General Hardware/OS/Network Guidelines for a SQL Box

  • Comments 2

I have put together some general guidelines for how you want a server to be delivered to the DBA team for a new SQL Server install. You won't necessarily use all of them, but consider it a starting point for your SQL Server install standards. Places where it may be common to change the statements are in [red]. Always run the SQL Server Best Practices Analyzer or an equivalent tool to check for the latest recommendations before releasing the system to production. I'm sure some of you will disagree with some of the points for various reasons, but I've found them to be a good baseline for discussion and a great starting point for standards documents. I'm ok with that because I am very fond of saying "it depends". :-)

The below is specific to SQL Server 2008/200R2 on Windows 2008/2008R2.

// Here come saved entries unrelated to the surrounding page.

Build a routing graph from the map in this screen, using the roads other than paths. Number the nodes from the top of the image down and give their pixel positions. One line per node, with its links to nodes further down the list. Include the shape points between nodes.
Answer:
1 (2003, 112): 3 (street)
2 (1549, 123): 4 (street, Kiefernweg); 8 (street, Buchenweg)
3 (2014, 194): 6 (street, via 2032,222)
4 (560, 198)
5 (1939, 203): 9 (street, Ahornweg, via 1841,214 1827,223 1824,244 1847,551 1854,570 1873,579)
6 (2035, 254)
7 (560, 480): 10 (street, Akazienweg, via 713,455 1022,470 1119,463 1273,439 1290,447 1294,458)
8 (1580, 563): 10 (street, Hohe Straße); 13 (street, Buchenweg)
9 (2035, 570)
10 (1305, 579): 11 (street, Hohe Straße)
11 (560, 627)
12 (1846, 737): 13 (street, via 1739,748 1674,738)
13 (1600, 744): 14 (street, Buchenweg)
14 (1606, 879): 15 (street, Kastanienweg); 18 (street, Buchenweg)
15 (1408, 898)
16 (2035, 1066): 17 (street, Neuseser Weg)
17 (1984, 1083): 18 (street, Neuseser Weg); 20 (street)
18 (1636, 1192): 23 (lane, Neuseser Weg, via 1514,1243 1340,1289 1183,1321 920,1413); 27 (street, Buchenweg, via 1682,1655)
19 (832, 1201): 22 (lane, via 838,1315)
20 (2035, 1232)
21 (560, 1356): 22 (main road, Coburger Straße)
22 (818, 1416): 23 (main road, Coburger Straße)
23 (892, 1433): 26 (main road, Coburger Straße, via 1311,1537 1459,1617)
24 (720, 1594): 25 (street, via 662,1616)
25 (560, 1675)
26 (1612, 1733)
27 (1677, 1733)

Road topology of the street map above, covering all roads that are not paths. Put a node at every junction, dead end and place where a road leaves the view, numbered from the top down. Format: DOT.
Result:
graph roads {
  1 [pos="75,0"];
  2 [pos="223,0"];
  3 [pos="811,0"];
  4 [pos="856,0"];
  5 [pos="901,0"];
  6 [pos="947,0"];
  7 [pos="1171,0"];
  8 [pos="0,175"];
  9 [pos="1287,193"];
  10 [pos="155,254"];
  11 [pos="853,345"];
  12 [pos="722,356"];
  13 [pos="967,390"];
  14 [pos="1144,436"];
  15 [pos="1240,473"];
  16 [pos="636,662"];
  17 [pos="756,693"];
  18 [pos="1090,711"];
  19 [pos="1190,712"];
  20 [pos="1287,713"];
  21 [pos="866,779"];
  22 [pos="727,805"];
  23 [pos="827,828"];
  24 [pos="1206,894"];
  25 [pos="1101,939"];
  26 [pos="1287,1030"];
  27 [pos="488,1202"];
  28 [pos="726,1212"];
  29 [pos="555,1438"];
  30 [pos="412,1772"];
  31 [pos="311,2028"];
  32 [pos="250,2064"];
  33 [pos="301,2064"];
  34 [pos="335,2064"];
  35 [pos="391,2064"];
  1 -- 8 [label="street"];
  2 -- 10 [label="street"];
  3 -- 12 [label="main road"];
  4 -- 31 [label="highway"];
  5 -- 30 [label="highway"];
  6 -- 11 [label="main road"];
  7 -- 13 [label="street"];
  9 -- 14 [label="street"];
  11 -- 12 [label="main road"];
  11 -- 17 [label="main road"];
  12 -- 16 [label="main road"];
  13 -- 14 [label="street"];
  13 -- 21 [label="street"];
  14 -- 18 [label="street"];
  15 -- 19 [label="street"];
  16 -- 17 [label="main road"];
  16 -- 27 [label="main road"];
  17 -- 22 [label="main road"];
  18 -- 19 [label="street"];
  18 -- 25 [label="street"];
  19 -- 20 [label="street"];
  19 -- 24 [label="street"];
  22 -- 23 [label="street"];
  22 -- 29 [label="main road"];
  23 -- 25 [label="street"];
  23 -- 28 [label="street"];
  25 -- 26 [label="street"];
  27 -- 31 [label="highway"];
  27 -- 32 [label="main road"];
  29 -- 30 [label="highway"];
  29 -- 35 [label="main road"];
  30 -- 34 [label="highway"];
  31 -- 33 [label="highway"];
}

OS Specifications (things often controlled by a Windows team)

 

·         Power saving features: For a SQL Server box if you want consistent, predictable, high performance you either need to fine tune the power setting parameters for each individual workload and/or for different times of day or just set the power options to high performance. Databases are harder to fit into the normal power saving profile so they don’t fit as well into the default power saving settings. [If your environment requires that you favor power savings over performance change this statement and be aware of the impact.]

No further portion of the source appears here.